Paradise Lost explores narratives of travel and migration, place and displacement, the personal intertwined with colonial history, and introduces an imaginary Asia as a space of projections and desires.

Paradise Lost

18 January - 30 March 2014

Paradise Lost is NTU CCA Singapore’s inaugural exhibition, curated by Ute Meta Bauer (Founding Director) and Anca Rujoiu (Curator for Exhibitions). Conceived as a constellation of three artistic productions that together explore narratives of travel and migration, place and displacement, the personal intertwined with colonial history, Paradise Lost introduces an imaginary Asia — Asia as a space of projections and desires stemming from an experience of dislocation and asynchronicity.

The exhibition juxtaposed trans-generational perspectives, bringing together three major installations of moving image: Surname Viet Given Name Nam (1989) by Trinh T. Minh-ha, Yellow Patch (2011) by Zarina Bhimji and Disorient (2009) by Fiona Tan.

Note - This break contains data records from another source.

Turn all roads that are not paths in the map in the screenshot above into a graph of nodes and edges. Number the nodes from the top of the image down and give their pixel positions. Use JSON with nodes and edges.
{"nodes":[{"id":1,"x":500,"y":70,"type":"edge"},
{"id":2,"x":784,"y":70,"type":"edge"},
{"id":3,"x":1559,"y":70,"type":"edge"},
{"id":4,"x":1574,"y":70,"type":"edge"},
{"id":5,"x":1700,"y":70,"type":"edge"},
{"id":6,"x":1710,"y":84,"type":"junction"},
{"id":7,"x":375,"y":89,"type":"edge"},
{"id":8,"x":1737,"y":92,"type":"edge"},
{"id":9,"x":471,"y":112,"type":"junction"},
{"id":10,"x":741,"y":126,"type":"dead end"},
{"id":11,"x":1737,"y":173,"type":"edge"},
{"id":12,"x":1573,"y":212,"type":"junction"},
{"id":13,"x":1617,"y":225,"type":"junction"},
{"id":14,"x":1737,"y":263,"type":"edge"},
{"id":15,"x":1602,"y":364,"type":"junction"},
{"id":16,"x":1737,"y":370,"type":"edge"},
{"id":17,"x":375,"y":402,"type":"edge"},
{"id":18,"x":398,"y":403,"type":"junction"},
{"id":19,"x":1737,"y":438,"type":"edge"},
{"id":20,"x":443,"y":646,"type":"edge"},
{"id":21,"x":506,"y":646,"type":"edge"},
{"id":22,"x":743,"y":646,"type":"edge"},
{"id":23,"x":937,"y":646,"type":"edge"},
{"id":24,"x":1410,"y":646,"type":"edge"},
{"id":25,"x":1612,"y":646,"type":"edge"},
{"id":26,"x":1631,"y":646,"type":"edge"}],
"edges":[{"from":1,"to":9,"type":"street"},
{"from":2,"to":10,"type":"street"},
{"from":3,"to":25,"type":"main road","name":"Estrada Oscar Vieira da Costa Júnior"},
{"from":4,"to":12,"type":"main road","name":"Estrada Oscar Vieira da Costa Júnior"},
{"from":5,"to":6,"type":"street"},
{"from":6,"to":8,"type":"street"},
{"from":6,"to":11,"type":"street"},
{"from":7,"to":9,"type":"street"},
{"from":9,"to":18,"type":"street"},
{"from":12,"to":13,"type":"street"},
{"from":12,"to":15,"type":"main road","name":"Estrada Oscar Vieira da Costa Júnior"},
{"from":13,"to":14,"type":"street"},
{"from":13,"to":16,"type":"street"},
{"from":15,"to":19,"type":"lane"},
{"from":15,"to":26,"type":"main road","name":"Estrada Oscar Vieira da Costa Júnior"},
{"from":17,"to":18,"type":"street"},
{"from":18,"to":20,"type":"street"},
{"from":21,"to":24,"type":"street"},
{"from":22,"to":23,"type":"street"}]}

While all three artists are of Asian descent, their education and artistic practice unfolded in Europe and the U.S., gaining international exposure from there. Paradise Lost marked the first time these works were shown in Asia in an exhibition context.


Paradise Lost, 18 January – 30 March 2014, Exhibition view.
Paradise Lost, 18 January – 30 March 2014, Exhibition view.
Paradise Lost, 18 January – 30 March 2014, Exhibition view.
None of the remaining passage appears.